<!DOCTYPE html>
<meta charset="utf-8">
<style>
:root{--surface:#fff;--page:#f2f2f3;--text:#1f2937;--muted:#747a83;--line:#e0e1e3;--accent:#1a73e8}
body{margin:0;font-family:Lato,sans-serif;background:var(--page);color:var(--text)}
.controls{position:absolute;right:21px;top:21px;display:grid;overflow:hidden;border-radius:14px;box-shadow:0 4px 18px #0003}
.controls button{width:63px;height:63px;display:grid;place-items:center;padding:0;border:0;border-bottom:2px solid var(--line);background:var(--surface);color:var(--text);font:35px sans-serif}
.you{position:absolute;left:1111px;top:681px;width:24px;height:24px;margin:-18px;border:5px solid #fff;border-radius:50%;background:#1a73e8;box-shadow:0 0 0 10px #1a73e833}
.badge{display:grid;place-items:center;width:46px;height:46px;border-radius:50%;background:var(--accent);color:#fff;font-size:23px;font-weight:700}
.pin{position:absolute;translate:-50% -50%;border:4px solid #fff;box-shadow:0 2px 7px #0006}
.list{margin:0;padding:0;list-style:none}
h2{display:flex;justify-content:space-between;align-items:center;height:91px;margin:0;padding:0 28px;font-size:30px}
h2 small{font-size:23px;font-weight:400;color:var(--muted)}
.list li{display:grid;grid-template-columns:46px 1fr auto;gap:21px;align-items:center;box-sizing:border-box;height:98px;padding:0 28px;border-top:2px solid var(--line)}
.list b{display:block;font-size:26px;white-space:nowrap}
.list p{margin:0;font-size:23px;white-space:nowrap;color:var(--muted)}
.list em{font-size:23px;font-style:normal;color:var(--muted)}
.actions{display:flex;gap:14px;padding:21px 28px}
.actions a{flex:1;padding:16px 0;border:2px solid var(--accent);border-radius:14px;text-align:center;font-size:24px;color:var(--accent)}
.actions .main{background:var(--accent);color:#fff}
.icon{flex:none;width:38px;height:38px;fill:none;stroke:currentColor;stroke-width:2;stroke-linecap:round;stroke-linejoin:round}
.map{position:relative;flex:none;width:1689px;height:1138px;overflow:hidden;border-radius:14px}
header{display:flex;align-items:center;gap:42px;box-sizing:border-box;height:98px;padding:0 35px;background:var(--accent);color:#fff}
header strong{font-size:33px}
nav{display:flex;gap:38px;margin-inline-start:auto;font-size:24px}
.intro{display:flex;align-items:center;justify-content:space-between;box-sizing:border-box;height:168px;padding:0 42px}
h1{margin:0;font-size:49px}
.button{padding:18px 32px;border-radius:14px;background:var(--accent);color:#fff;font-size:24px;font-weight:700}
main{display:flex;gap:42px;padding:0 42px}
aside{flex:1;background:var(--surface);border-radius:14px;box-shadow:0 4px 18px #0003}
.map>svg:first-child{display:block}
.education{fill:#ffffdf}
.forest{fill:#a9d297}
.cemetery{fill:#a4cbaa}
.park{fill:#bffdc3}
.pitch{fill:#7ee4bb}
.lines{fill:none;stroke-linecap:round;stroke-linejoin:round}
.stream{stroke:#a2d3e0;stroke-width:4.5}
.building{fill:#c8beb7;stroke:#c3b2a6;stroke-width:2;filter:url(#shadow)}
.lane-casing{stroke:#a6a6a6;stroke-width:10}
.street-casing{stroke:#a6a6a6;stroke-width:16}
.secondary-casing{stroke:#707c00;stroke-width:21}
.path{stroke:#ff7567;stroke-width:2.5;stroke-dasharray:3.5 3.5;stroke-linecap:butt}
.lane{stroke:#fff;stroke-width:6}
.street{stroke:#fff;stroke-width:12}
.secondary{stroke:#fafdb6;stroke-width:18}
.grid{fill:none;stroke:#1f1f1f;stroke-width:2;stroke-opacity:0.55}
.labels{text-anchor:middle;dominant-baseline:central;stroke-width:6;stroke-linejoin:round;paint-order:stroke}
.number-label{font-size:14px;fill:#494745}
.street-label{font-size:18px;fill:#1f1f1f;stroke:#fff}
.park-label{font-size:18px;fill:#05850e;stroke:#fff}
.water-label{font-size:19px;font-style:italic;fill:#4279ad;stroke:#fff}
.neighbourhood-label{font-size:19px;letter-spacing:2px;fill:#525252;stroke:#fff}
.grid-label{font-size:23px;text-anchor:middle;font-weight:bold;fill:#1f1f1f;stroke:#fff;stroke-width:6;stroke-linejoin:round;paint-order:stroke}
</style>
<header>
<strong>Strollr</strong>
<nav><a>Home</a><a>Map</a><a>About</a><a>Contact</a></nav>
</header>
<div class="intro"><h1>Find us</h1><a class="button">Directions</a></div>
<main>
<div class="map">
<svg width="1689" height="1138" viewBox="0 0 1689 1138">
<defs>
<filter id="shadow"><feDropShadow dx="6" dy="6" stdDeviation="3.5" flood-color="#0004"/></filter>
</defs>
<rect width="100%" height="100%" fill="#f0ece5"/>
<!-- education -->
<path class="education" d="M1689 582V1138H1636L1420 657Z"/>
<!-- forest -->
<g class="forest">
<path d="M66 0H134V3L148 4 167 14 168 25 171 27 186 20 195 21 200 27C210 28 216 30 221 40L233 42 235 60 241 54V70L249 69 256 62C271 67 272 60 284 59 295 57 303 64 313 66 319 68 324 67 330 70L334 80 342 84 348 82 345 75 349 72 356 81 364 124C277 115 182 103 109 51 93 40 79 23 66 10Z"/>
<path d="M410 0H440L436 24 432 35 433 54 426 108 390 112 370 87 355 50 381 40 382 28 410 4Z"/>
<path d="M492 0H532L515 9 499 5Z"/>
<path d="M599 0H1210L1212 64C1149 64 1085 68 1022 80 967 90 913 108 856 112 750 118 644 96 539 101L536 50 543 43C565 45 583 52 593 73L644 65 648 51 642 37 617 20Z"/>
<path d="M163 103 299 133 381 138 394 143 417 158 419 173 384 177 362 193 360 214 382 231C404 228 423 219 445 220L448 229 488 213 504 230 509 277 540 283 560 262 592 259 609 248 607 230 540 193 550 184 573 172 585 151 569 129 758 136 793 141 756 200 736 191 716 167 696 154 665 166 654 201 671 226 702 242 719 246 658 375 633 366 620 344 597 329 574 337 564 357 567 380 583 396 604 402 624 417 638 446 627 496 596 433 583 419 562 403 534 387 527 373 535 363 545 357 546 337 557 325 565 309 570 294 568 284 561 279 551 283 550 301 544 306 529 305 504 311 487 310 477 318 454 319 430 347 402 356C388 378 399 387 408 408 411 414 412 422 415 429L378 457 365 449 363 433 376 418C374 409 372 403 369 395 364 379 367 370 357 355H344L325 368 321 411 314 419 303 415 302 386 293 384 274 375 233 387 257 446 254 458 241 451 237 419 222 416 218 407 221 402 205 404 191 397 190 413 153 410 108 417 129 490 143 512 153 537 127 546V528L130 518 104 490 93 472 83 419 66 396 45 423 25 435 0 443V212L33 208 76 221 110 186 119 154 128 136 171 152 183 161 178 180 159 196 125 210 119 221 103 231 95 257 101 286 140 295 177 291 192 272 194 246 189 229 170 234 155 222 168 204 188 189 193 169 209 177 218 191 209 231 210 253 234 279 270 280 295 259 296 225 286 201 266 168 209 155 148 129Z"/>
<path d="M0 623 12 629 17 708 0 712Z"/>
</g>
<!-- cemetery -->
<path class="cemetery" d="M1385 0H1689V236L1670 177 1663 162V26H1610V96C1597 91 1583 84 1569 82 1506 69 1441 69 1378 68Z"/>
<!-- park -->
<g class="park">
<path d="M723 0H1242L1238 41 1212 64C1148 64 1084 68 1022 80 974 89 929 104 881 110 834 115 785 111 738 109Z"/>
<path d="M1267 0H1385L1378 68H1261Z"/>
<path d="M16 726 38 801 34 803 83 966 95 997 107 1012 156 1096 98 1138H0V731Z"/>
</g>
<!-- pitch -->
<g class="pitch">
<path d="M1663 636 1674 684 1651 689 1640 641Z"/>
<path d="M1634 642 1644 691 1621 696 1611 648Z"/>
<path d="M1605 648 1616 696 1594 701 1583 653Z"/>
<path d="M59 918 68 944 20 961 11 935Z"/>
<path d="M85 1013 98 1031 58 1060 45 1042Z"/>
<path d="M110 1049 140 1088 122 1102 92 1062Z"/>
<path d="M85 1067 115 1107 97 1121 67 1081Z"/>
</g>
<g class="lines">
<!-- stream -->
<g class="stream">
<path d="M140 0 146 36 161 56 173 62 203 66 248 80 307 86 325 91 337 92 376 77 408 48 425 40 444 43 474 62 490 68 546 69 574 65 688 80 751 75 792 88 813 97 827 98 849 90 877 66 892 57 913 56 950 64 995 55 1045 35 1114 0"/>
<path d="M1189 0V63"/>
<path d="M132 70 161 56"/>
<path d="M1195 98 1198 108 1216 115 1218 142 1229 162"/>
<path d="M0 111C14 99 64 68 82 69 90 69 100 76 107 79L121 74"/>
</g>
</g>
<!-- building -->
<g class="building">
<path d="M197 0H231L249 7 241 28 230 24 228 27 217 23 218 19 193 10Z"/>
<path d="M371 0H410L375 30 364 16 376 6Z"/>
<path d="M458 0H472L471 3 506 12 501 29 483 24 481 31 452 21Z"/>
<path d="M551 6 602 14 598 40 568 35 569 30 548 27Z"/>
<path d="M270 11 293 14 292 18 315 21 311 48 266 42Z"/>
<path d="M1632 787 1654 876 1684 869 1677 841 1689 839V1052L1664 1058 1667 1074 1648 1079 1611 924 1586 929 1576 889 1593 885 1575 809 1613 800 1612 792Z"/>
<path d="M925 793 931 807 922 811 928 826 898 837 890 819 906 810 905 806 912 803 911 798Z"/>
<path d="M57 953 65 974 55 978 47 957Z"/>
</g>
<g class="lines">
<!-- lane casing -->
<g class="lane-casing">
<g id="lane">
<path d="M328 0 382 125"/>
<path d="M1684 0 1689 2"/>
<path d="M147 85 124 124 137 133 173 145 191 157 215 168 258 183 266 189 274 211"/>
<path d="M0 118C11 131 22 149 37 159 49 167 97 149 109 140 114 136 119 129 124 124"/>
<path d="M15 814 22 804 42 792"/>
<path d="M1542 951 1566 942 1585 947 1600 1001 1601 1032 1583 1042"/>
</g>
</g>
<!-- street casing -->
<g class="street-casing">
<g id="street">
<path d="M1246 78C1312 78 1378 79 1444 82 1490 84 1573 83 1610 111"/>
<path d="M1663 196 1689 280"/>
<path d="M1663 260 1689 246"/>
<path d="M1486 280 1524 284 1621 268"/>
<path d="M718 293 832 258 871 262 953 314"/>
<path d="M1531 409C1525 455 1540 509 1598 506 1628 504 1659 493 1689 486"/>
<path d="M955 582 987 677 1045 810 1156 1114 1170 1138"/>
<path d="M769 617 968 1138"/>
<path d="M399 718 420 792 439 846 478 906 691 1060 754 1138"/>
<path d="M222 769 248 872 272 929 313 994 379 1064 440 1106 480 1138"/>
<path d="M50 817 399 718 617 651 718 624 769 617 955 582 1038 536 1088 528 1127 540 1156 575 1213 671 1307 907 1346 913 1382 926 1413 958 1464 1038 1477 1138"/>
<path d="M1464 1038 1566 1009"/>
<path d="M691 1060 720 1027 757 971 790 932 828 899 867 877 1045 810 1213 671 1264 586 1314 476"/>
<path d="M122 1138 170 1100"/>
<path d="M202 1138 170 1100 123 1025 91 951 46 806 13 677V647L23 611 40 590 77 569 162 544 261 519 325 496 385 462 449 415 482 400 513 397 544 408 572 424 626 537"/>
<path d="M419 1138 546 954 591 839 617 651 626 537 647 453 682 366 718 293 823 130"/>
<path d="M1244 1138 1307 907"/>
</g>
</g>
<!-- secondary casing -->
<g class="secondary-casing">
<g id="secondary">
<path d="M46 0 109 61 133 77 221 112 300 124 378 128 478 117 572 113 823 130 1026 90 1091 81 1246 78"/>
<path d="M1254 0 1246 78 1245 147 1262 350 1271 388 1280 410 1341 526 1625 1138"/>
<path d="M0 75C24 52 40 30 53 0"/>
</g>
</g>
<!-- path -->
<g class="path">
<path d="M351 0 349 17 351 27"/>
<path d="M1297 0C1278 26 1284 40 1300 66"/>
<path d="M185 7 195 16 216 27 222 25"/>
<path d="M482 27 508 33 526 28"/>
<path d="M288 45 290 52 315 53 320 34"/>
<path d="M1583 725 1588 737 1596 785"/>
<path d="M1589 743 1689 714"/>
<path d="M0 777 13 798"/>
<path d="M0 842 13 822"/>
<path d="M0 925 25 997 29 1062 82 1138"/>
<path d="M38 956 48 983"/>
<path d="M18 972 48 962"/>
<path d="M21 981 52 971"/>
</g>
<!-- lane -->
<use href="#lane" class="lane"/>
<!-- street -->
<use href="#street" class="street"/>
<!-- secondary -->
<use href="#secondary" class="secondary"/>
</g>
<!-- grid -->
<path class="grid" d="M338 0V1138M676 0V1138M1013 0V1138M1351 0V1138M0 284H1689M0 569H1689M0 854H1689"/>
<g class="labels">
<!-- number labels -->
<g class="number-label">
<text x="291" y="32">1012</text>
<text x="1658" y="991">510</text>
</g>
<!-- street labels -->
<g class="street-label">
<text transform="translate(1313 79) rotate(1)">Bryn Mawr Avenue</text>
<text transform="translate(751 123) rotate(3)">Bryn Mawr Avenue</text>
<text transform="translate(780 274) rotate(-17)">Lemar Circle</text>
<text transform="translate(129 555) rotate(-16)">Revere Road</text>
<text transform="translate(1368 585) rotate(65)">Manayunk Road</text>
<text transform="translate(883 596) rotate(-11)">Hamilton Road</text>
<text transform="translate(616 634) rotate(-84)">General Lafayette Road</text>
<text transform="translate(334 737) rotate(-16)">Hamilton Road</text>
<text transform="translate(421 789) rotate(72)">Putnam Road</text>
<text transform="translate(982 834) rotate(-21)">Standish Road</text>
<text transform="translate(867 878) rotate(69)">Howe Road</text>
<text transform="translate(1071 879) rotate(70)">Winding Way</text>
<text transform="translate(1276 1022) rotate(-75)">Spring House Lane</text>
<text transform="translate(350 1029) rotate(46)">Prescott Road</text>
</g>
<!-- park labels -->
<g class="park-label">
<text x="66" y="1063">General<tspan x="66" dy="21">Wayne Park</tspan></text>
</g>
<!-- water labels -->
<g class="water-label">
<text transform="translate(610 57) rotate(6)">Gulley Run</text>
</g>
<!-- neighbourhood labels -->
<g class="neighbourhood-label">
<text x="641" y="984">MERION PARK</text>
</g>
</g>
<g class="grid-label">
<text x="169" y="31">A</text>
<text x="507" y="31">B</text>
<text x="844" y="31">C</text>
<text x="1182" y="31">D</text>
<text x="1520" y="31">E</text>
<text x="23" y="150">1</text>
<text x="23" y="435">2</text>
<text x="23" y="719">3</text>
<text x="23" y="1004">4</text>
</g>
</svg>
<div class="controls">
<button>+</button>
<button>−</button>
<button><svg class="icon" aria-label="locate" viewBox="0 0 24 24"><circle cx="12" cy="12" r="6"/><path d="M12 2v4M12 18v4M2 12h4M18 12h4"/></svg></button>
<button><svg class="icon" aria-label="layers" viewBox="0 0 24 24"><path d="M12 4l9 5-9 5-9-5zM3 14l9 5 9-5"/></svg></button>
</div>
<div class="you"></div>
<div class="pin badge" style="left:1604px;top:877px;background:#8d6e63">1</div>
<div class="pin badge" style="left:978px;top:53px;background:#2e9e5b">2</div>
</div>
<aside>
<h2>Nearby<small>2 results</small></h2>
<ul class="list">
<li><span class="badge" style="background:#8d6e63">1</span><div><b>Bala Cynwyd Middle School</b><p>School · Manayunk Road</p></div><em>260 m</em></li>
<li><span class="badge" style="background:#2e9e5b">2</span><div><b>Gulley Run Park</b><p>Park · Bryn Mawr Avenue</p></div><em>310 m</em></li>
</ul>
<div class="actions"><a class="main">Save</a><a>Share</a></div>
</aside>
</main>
+ + + +
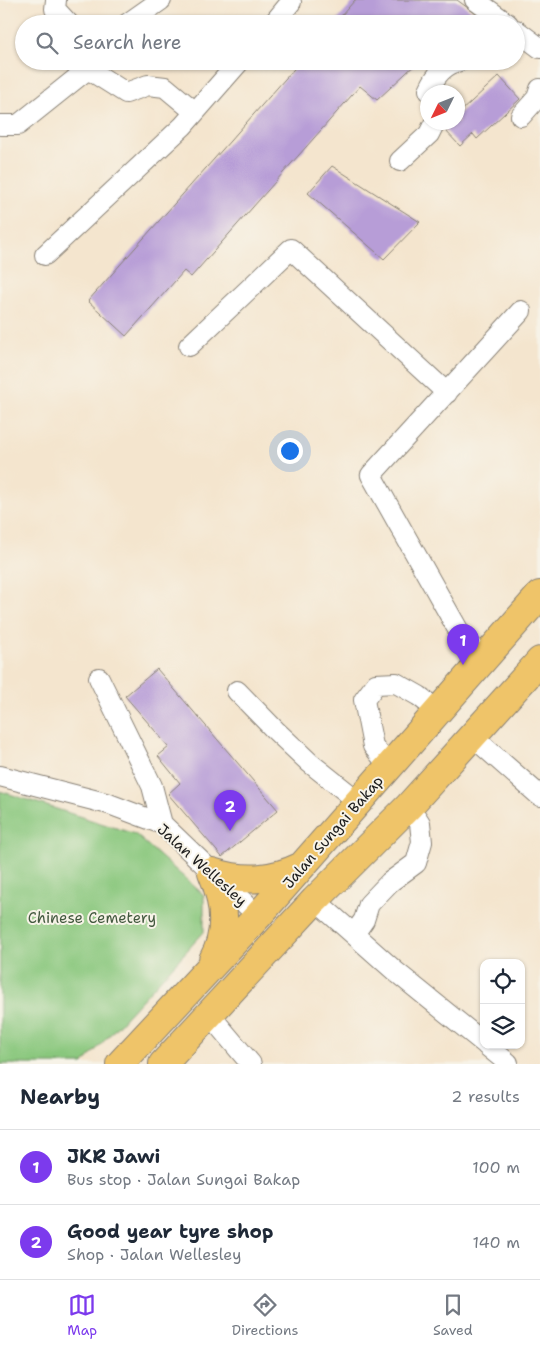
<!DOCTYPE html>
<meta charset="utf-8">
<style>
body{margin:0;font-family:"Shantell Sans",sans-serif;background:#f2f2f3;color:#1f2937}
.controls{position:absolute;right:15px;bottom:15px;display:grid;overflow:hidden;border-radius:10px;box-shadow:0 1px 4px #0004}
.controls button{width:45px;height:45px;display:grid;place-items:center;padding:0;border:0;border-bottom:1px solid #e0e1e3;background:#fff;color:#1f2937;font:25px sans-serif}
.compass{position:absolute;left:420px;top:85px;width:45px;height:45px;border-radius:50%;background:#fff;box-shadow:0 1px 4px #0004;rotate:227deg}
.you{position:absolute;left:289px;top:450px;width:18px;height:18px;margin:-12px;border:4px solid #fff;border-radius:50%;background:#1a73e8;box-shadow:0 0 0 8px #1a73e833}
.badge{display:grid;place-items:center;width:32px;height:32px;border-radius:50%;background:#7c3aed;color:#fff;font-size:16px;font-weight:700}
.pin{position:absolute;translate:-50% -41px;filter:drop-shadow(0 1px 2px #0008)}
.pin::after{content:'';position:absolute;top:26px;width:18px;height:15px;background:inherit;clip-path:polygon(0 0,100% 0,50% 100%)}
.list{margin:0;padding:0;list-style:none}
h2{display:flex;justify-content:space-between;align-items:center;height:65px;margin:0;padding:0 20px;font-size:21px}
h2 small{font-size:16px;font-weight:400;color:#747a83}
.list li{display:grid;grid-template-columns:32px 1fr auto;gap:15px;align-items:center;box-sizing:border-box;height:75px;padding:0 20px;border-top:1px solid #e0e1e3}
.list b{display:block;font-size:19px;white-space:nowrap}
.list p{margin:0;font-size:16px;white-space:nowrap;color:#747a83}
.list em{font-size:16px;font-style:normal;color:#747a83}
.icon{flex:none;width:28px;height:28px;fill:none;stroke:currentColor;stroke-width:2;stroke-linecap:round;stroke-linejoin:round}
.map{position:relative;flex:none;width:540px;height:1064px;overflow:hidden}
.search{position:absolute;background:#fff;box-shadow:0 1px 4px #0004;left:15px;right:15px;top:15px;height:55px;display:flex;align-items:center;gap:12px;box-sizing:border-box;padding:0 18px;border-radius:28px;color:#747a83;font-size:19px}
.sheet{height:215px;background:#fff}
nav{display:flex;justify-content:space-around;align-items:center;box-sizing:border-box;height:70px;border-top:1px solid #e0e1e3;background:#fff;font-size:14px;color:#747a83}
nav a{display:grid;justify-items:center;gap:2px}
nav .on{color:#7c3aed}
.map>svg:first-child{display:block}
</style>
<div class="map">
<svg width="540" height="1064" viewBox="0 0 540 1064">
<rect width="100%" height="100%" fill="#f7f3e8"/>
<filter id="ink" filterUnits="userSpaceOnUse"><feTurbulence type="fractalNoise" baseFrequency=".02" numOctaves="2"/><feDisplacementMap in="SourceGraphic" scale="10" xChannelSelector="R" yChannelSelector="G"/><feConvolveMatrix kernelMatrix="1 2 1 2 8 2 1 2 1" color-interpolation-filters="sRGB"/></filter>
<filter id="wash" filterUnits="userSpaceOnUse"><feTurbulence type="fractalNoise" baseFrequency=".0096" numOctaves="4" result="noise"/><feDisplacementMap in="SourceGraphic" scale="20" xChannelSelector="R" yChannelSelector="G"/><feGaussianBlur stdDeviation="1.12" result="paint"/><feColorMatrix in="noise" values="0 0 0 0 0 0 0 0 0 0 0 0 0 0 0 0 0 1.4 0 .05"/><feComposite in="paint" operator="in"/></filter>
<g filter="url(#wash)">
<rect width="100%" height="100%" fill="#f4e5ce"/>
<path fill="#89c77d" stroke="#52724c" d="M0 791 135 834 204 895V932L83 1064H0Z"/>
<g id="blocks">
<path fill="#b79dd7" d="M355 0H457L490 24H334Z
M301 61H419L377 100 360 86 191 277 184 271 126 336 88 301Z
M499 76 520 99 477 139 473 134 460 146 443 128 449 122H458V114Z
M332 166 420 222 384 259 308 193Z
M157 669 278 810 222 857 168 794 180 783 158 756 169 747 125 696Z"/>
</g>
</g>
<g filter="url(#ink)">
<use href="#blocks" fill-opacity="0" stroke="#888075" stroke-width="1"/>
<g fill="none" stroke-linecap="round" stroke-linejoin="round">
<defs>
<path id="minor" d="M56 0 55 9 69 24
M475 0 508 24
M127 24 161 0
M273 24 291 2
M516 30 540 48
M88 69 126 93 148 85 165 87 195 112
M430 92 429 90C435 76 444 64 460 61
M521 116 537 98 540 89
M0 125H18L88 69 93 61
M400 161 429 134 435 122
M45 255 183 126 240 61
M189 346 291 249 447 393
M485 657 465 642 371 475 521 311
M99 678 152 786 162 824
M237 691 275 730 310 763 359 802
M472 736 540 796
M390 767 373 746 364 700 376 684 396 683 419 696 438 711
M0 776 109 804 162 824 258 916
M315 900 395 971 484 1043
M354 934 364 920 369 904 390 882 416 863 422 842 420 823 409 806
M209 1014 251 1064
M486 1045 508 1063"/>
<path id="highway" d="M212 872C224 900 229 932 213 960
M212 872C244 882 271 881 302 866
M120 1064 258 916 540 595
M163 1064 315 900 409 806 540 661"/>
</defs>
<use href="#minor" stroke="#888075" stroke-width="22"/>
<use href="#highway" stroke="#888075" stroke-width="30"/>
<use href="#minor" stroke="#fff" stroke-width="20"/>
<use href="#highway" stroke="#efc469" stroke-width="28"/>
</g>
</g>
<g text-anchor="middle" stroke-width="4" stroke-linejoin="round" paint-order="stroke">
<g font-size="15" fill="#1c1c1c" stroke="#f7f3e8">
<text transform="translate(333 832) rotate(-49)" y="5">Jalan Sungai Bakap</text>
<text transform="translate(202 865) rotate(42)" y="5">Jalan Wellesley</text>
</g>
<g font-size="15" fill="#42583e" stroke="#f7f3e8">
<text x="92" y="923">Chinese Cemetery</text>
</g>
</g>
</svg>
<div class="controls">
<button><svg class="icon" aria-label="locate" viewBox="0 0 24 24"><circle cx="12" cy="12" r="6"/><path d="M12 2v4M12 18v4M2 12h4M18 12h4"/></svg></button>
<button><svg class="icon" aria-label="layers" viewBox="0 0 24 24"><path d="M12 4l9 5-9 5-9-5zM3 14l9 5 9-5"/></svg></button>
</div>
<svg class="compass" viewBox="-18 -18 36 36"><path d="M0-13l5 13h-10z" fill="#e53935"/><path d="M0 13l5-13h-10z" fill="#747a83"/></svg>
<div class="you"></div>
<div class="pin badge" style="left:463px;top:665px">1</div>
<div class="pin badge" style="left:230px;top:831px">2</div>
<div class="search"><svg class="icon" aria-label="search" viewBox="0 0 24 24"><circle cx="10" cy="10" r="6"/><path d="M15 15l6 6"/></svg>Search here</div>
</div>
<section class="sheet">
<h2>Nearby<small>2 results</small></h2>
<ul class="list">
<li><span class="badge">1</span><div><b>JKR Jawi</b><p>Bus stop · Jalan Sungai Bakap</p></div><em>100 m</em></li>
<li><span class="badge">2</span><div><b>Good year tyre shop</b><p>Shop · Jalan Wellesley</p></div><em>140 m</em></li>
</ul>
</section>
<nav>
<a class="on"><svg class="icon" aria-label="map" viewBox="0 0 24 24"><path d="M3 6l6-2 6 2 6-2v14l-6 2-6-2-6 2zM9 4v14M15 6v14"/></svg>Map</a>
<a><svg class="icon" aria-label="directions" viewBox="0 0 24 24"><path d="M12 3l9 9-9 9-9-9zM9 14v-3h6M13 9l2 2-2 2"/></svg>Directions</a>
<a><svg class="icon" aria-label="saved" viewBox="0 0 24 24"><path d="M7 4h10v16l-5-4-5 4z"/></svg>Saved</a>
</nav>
+ + + +
_Exercise objective_: Look through the entries above, and wherever a line holds the word "header", copy it.

_Problem solution_:
header{display:flex;align-items:center;gap:42px;box-sizing:border-box;height:98px;padding:0 35px;background:var(--accent);color:#fff}
header strong{font-size:33px}
<header>
</header>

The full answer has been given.